DCODE’s inaugural show, Translations, stemmed from my vernacular of found still life photography. After collecting and curating the photos, I produced 20 print works. The body of work is rooted in photography, translating the two-dimensional photograph to three-dimensions. From the original photos, selected for the color palette, how well they would translate into 3D, and initial compositional aesthetics, they were translated into 10 individual PLA prints at 4 by 6 inches and the in-between transliterations of more translations were printed on 24 by 36-inch banners. These individual vertical compositions changed their physical makeup to be traceable but also very different from the original, much like the translation of spoken or written language from one to another, hence the title of the show. Each 3D piece has a visceral effect and although they have an alien look, one may be reminded of a digital histogram or an assembly of varying amplitudes, a topography of shadow. The banners are a bit more familiar, in that they display images, but outside of a mass-produced, commercial environment the objects seem out of place. The feeling is furthered by the eye-tricking imagery they showcase- being between two-dimensions and three.

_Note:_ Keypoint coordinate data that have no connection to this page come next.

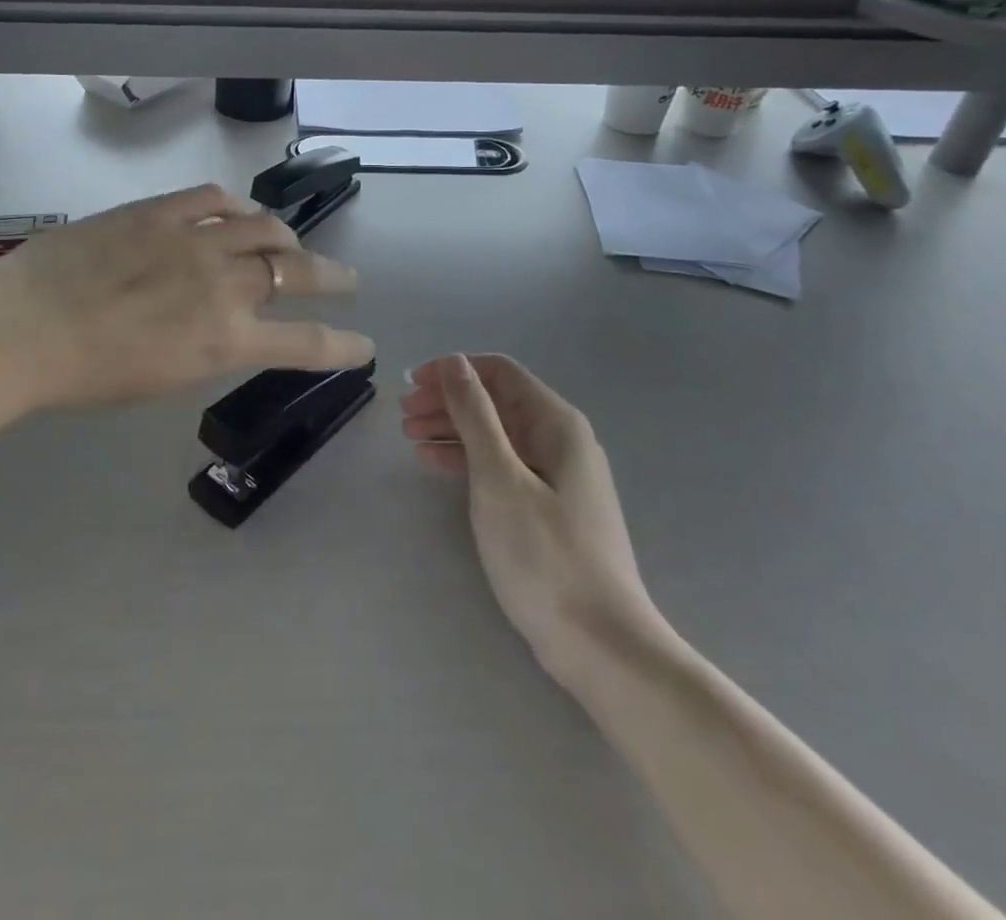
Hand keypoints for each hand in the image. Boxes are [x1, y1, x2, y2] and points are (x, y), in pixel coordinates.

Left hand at [0, 184, 374, 411]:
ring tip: (287, 242)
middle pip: (299, 272)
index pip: (305, 343)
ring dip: (287, 237)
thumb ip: (207, 348)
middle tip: (347, 280)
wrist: (22, 327)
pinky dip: (234, 206)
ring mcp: (195, 240)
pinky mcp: (162, 211)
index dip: (342, 345)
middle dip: (333, 278)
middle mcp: (225, 286)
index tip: (364, 344)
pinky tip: (235, 212)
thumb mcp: (162, 378)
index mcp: (225, 341)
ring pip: (265, 227)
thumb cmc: (85, 374)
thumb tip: (224, 326)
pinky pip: (214, 197)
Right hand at [400, 354, 660, 680]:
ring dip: (452, 430)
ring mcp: (557, 476)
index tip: (412, 385)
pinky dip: (467, 459)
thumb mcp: (499, 478)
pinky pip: (502, 466)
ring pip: (496, 434)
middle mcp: (561, 440)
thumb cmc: (544, 554)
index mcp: (556, 424)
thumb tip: (455, 362)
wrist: (601, 644)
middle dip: (448, 401)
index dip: (453, 370)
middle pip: (496, 402)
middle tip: (403, 415)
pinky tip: (436, 465)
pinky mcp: (549, 508)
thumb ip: (475, 415)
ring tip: (410, 438)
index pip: (500, 372)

Breaking away from the original plan to show as a physical pop-up at The Anderson (in Richmond, VA), the Translations show was swiftly installed online as a virtual installation, not just an online complement. This display method calls on my intention to show the realness of the virtual, playing with virtual space and reforming the flattened. The gallery is cemented as real due to its connection to a domain, server, and outside social media and the elements within that are accompanied by rhetoric that is at the precipice of being believable and absorbing a viewing in the AI assisted narratives. It is further made real using print, in the ‘Spring catalog’ and other promotional material produced by the gallery- including a shop with merchandise. Overall this work treats the virtual, as valid a space as a brick and mortar gallery, and showcases the combined skill and experimentation needed to move between real and fictional, flat and formed images, and art and design languages.